Task requirements =>
Return all the lines below in which the string "Takano" appears.

[Collected data]
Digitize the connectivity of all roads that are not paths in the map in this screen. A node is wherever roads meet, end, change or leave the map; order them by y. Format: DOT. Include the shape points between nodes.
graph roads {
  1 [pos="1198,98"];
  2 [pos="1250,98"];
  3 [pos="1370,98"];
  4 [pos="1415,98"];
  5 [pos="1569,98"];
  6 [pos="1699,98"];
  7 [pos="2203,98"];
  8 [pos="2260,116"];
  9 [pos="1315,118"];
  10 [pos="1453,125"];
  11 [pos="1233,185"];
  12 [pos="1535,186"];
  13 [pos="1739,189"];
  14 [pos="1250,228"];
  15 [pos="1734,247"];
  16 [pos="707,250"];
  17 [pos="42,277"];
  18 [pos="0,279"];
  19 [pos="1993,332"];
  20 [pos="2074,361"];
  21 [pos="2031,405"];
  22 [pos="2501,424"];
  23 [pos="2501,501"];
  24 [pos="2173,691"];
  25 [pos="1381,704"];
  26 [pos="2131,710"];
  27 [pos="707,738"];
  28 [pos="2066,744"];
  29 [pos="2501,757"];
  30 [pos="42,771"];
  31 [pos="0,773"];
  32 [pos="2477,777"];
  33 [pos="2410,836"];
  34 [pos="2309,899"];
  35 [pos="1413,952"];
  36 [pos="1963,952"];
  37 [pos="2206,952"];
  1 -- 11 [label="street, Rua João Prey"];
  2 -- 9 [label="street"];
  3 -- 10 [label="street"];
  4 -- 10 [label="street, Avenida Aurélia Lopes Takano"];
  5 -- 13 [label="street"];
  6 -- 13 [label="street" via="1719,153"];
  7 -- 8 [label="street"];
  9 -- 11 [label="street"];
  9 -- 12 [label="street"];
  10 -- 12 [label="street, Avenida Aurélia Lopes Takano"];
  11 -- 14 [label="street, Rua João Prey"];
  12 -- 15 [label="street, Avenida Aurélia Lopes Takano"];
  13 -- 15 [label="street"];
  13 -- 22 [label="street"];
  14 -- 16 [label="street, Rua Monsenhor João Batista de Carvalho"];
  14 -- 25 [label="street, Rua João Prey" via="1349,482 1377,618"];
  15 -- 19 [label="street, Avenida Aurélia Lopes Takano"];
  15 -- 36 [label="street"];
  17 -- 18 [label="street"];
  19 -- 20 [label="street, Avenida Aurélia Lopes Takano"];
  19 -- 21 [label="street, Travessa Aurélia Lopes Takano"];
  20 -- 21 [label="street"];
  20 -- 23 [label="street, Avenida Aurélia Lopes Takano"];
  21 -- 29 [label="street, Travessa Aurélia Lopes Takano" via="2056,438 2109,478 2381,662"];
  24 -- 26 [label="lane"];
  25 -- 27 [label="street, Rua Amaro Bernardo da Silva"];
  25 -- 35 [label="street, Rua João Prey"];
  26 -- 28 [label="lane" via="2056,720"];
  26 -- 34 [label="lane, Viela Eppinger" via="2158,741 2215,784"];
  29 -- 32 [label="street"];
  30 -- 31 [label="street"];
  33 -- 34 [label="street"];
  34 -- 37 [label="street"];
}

Expected answer =>
  4 -- 10 [label="street, Avenida Aurélia Lopes Takano"];
  10 -- 12 [label="street, Avenida Aurélia Lopes Takano"];
  12 -- 15 [label="street, Avenida Aurélia Lopes Takano"];
  15 -- 19 [label="street, Avenida Aurélia Lopes Takano"];
  19 -- 20 [label="street, Avenida Aurélia Lopes Takano"];
  19 -- 21 [label="street, Travessa Aurélia Lopes Takano"];
  20 -- 23 [label="street, Avenida Aurélia Lopes Takano"];
  21 -- 29 [label="street, Travessa Aurélia Lopes Takano" via="2056,438 2109,478 2381,662"];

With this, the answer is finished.